Cabral visitou depois o quarto que tem terraço “geminado” com o quarto ocupado pelo Dr. Vaz. Naquele quarto, o número 11, não escapou ao olfacto do Inspector um cheiro a queimado. Num balde metálico, foi encontrado um pequeno vestígio de cinzas. Talvez de papel ou de… tecido, não se sabia. Cabral recolheu a cinza com o máximo cuidado para posterior análise laboratorial e, quando já ia a sair do quarto, aplicou no puxador da porta, por dentro e por fora, um pedaço de Roxo de Genciana, um produto cicatrizante que deixa “impresso” na pele de quem o toca pigmentos de cor entre o roxo e o azul-escuro, que só desaparece após muitas e sucessivas lavagens diárias. Nem com álcool a cor desaparece!

O périplo pelos quartos dos gémeos recomeçou pelo 12, um apartamento de luxo onde nada existia de interesse, e culminou no quarto número 15, um espaço igualmente luxuoso, mas que apresentava uma curiosidade relevante para a investigação, uma vez que podia vir a contribuir para a identificação do gémeo que lá dormia: uma edição da “Art”, uma publicação especializada em Artes, que dedica um espaço privilegiado às expressões plásticas, nomeadamente à escultura e à pintura. A revista tinha algumas páginas dobradas… e Cabral sorriu. O seu sorriso indiciava que mais uma peça daquele complicadíssimo puzzle estava a ser descoberto. A sua intuição nunca o havia traído. Ele tinha esperança de estar no caminho certo.

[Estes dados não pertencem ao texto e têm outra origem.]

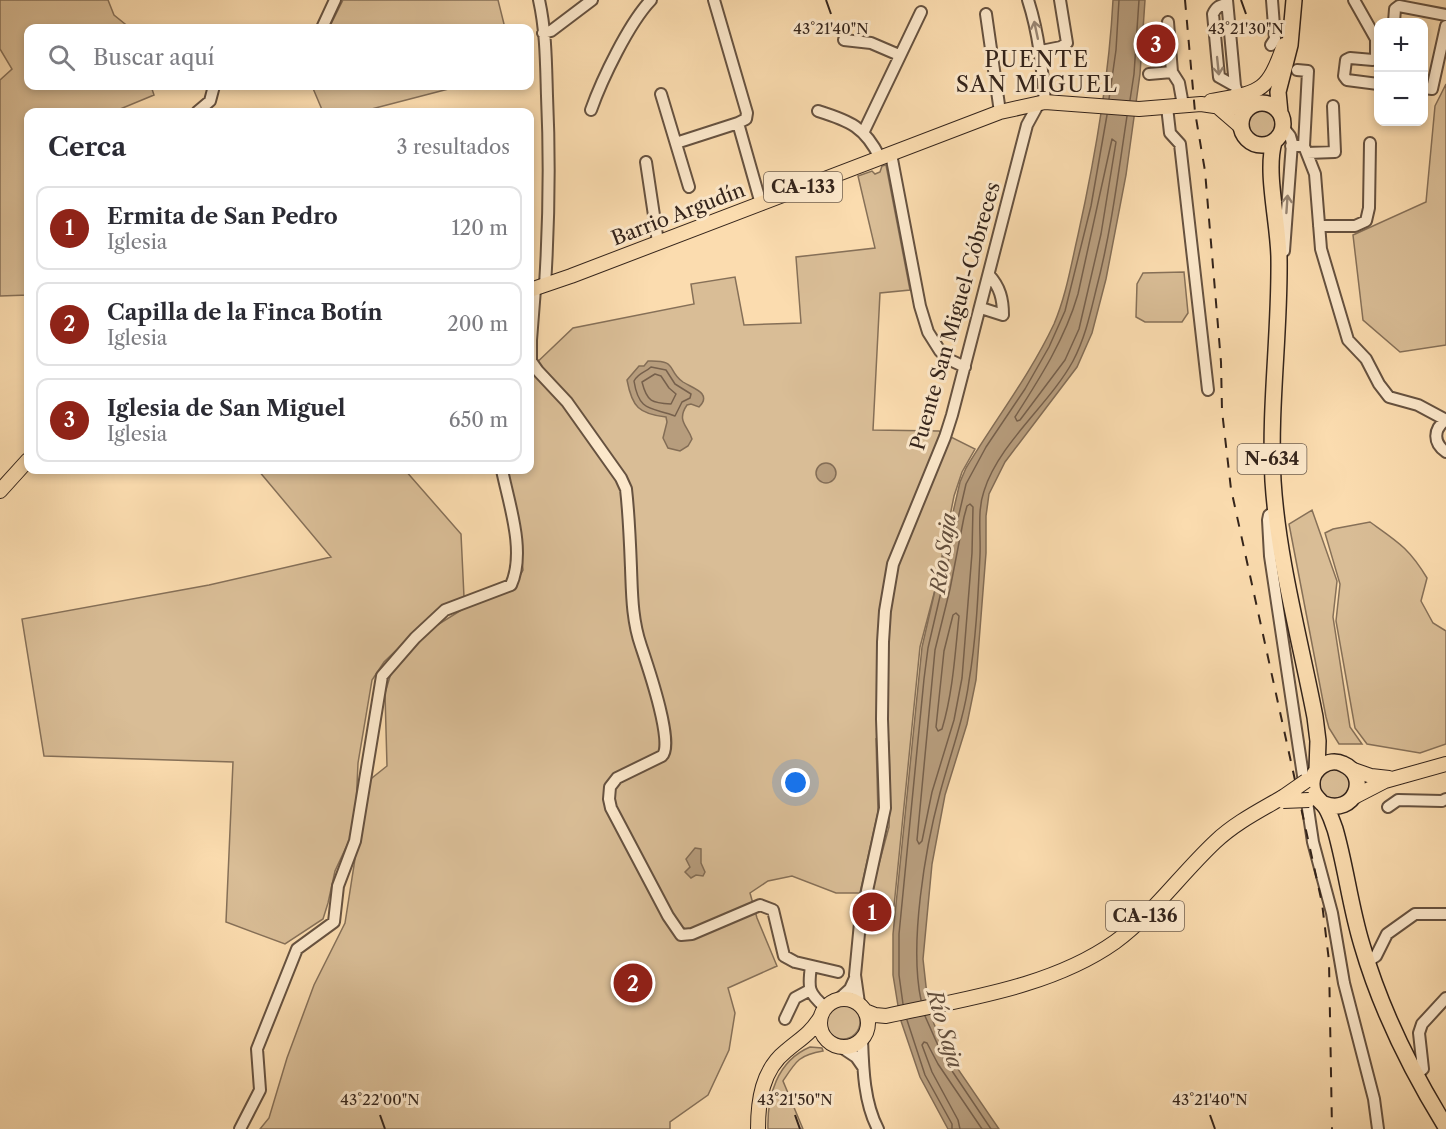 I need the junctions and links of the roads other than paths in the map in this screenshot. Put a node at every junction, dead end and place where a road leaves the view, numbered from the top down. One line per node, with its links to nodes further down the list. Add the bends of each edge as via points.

A caminhada seguinte levou o Inspector Cabral à “sala de repouso”, que fica ao fundo do corredor daquele piso. De repente, o telefone tocou. Não havia tempo para descanso. Os manos tinham regressado ao Hotel. Amália foi vista junto deles. Cabral partiu do pressuposto de que ela lhes contara o que havia sucedido com o “Vaz da jogatina” e apressou-se a marcar um encontro com os “pequenos”: pediu a Heldo que os convocasse para uma conversinha naquela sala, passados que fossem vinte minutos. Durante esse tempo, Cabral preparou o território. Uma mesa rectangular, uma cadeira a cada topo, duas de um lado e uma outra no lado contrário. Ele sentou-se a um dos topos e ficou à espera dos quatro gémeos madrugadores.

Os manos entraram em fila indiana. Todos vestiam fatos azuis, com gravata. Excepto um, que trazia lacinho ao pescoço. O que vinha à frente acomodou-se na cadeira situada no topo oposto ao local onde se sentara Cabral. O gémeo do laço sentou-se na cadeira à esquerda. Os outros dois ocuparam as cadeiras da direita. Enquanto ia fazendo perguntas, o Inspector reparou nas mãos do homem do laço: lá estava a marca do Roxo de Genciana. Era ele o hóspede do 11! A conversa durou pouco. Acabou quando um dos gémeos que estavam à sua direita disse que ia telefonar… para a “sua” Amélia (?). Levantou-se e saiu, levando todos com ele!!! Estava assim conhecido o mano que ocupava o quarto número 8 (os aposentos do casal!).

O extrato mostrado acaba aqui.